[What you have to do]: Every line in the records below that holds the word "Institus" is to be copied.

>>>

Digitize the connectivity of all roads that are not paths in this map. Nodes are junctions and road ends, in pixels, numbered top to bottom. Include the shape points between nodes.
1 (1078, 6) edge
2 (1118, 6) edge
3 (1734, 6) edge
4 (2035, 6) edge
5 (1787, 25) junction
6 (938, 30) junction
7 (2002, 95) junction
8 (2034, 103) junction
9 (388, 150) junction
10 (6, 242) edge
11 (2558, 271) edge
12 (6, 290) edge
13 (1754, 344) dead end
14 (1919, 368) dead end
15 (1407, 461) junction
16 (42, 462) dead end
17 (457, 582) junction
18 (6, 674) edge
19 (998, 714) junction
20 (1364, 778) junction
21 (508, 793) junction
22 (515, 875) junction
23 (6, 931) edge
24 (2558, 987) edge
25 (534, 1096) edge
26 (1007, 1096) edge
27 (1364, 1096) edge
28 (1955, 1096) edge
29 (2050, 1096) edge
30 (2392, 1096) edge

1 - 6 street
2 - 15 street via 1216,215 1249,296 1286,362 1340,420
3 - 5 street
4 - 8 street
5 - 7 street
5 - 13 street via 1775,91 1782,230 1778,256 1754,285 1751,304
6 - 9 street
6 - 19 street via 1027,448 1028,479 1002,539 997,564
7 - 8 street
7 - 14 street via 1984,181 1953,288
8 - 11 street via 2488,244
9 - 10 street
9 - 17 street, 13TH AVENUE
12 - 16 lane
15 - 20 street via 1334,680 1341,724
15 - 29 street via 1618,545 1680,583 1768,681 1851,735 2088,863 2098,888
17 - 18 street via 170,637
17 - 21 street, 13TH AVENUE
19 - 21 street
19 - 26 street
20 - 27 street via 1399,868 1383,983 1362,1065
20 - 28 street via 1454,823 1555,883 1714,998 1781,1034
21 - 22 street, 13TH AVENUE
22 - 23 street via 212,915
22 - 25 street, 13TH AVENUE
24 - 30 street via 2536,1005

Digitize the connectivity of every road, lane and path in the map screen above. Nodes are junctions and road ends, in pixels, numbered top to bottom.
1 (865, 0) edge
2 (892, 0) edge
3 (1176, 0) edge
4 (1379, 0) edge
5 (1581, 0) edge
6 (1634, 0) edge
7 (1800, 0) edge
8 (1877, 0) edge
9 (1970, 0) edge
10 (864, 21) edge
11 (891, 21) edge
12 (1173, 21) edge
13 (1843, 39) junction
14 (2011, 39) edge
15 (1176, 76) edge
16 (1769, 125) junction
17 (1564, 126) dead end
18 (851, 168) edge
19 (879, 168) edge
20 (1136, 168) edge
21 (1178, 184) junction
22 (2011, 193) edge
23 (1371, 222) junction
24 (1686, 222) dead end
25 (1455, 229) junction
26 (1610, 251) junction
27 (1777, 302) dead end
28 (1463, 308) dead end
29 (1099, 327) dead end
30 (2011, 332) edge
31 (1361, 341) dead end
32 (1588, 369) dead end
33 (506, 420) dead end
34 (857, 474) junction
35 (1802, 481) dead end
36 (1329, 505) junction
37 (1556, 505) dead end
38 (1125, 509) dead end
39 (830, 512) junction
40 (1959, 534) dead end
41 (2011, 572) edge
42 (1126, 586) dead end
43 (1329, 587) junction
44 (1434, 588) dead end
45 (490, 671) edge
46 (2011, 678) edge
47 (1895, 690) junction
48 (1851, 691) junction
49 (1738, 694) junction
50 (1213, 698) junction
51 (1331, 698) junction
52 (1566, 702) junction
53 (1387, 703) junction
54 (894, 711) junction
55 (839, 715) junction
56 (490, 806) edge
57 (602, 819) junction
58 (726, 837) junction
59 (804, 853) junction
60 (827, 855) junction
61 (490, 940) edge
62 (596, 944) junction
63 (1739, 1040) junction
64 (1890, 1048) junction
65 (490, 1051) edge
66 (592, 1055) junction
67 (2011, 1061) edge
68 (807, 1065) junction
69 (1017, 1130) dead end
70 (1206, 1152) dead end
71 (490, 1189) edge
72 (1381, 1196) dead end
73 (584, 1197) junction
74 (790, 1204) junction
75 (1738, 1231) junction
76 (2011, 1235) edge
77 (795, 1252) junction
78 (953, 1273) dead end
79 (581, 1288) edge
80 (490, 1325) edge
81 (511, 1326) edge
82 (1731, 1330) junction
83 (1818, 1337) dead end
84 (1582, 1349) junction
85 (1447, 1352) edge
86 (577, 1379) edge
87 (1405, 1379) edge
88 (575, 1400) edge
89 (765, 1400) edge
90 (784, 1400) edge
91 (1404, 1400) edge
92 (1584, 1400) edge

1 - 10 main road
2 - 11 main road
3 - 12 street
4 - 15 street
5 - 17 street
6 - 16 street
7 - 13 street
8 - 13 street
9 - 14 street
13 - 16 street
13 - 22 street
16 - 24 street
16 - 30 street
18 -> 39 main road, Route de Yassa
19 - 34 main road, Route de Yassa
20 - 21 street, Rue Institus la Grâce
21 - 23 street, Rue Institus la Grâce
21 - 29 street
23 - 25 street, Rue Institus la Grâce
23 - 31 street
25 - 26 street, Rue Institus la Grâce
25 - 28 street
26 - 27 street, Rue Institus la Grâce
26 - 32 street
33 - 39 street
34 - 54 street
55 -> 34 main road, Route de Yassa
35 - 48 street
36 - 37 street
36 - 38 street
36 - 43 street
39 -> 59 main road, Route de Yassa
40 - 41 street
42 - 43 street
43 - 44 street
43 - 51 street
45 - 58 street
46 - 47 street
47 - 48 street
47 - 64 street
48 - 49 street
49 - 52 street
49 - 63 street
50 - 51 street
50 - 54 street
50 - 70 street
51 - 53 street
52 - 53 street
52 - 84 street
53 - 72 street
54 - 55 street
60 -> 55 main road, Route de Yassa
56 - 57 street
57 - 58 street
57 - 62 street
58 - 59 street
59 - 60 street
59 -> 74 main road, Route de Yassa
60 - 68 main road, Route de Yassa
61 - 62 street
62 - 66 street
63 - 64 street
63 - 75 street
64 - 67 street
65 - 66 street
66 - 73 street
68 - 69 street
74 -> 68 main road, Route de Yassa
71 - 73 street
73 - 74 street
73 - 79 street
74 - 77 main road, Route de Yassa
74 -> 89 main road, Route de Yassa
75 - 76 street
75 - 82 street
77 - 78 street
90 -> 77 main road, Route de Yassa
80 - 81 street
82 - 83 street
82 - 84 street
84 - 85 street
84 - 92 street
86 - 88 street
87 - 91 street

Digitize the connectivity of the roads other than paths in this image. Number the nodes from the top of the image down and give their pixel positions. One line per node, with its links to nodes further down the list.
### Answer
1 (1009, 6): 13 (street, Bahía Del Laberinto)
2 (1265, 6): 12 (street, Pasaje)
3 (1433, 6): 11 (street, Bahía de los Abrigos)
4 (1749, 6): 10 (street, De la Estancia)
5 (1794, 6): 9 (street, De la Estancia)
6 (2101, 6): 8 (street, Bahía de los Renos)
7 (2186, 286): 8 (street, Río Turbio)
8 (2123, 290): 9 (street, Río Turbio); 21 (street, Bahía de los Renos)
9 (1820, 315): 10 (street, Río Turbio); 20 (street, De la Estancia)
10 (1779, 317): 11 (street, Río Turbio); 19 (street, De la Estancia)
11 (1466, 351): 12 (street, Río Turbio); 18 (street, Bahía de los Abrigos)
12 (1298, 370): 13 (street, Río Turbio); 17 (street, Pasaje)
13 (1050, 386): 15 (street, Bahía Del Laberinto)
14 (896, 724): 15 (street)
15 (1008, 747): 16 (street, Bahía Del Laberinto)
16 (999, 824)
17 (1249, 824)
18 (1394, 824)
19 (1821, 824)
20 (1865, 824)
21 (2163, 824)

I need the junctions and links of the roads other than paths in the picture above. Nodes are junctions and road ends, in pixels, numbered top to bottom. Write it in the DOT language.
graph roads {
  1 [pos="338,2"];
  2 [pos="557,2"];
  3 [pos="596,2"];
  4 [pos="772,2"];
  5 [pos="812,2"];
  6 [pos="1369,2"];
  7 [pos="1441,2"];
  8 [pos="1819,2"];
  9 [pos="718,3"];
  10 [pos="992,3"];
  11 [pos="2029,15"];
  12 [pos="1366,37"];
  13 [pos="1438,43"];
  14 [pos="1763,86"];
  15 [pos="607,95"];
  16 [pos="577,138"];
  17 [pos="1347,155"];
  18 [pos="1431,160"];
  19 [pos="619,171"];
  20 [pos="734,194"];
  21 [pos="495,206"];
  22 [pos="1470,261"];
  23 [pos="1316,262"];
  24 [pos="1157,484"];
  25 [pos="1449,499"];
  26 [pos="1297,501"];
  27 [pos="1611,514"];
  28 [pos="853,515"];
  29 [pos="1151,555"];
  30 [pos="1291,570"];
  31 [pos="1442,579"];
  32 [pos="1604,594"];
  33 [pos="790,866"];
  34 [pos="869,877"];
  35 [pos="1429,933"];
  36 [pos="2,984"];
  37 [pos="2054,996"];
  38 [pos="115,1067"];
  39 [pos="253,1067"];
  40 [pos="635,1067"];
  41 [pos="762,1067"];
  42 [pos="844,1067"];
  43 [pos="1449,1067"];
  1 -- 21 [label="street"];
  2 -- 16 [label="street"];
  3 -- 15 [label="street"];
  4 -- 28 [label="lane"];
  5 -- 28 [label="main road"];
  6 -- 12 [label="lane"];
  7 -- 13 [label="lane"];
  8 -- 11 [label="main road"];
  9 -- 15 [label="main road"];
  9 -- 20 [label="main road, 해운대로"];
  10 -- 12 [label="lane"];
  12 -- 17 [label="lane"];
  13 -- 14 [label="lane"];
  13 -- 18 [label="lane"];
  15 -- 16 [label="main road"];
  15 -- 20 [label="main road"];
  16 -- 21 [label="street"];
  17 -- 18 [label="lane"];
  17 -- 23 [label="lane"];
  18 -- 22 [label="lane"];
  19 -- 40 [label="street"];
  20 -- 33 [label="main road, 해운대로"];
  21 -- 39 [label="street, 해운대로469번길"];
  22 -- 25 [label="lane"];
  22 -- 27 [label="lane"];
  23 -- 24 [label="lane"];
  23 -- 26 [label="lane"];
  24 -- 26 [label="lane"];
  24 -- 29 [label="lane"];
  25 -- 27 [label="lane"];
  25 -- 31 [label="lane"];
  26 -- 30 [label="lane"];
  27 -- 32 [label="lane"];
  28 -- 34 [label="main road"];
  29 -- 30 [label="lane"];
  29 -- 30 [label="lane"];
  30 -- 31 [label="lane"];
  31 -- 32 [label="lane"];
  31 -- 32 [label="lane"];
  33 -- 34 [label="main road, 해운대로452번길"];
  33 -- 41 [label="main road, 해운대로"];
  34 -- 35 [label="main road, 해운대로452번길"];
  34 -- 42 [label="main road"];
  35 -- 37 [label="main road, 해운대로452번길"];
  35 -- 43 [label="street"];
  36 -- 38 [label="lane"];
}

<<<

[Answer for the task]:
20 - 21 street, Rue Institus la Grâce
21 - 23 street, Rue Institus la Grâce
23 - 25 street, Rue Institus la Grâce
25 - 26 street, Rue Institus la Grâce
26 - 27 street, Rue Institus la Grâce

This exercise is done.